General characteristics
- Type: Cruiseferry
- Tonnage: 48,915 GT; 5,800 DWT;
- Length: 212.10 m (695 ft 10 in)
- Beam: 29.00 m (95 ft 2 in)
- Draught: 6.40 m (21 ft 0 in)
- Depth: 15.40 m (50 ft 6 in)
- Decks: 12
- Ice class: 1 A Super
- Installed power: 4 × Wärtsilä 16V32; 26,240 kW (combined);
- Propulsion: Two shafts; controllable pitch propellers
- Speed: 22 knots (41 km/h; 25 mph)
- Capacity: 2,800 passengers; 2,500 passenger berths; 420 cars; 1,130 lanemeters;

= MS Galaxy =

2006 ferry

MS Galaxy 1 is a cruise ferry built in 2006 by Aker Finnyards, Rauma, Finland and was at the time the largest ship delivered to ferry operator Tallink. Between 2006 and 2008 she held the distinction of being the largest ship ever to be registered in Estonia; a title later held by her replacement the sister ship .
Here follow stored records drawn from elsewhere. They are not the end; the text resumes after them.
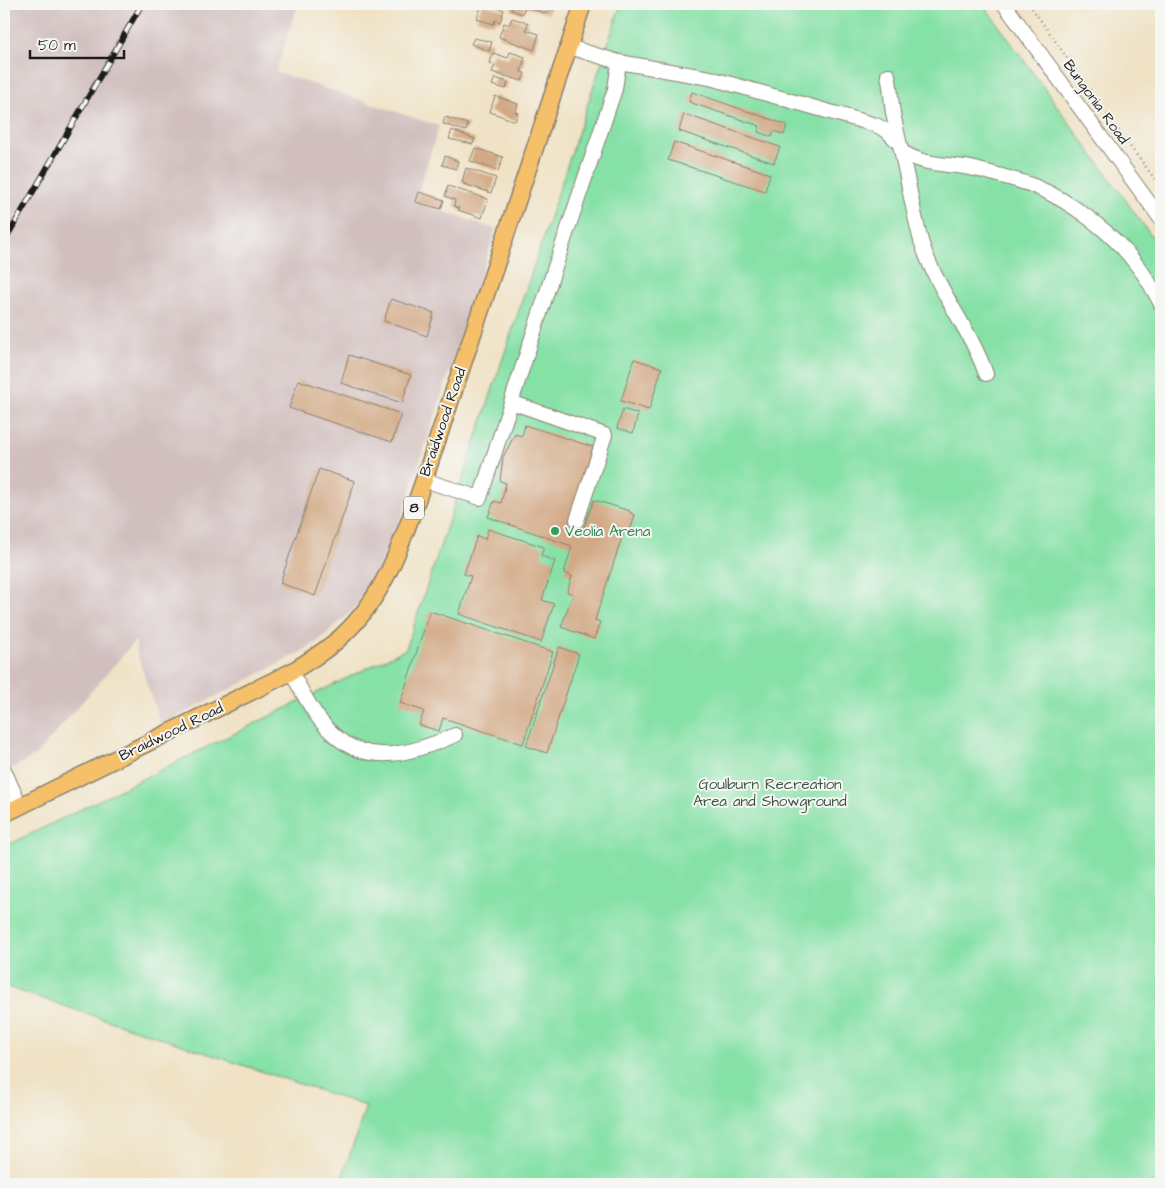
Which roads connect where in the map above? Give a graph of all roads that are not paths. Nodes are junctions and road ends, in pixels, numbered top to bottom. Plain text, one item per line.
1 (584, 4) edge
2 (1004, 4) edge
3 (569, 47) junction
4 (619, 62) junction
5 (888, 76) dead end
6 (900, 147) junction
7 (1161, 220) edge
8 (1161, 304) edge
9 (986, 374) dead end
10 (511, 402) junction
11 (424, 480) junction
12 (577, 520) dead end
13 (292, 672) junction
14 (455, 735) dead end
15 (4, 770) edge
16 (20, 806) junction
17 (4, 814) edge

1 - 3 main road, Braidwood Road / 8
2 - 7 street, Bungonia Road
3 - 4 street
3 - 11 main road, Braidwood Road / 8
4 - 6 street
4 - 10 street
5 - 6 street
6 - 8 street
6 - 9 street
10 - 11 street
10 - 12 street
11 - 13 main road, Braidwood Road / 8
13 - 14 street
13 - 16 main road, Braidwood Road / 8
15 - 16 street
16 - 17 main road, Braidwood Road / 8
Between July 2008 and September 2022, Galaxy sailed on the Stockholm–Åland–Turku route under Tallink's Silja Line brand. After ending this service, the Galaxy is scheduled to be used as refugee housing in the Netherlands for at least seven months.

==History==

The introduction of Tallink's first newbuilding, the cruiseferry Romantika, in 2002 on the cruise service between Tallinn and Helsinki was a success. One year after her entry into this service, Tallink's fiercest competitor Viking Line, announced that they would withdraw their flagship Cinderella from the same route, replacing her with the more freight-oriented Rosella.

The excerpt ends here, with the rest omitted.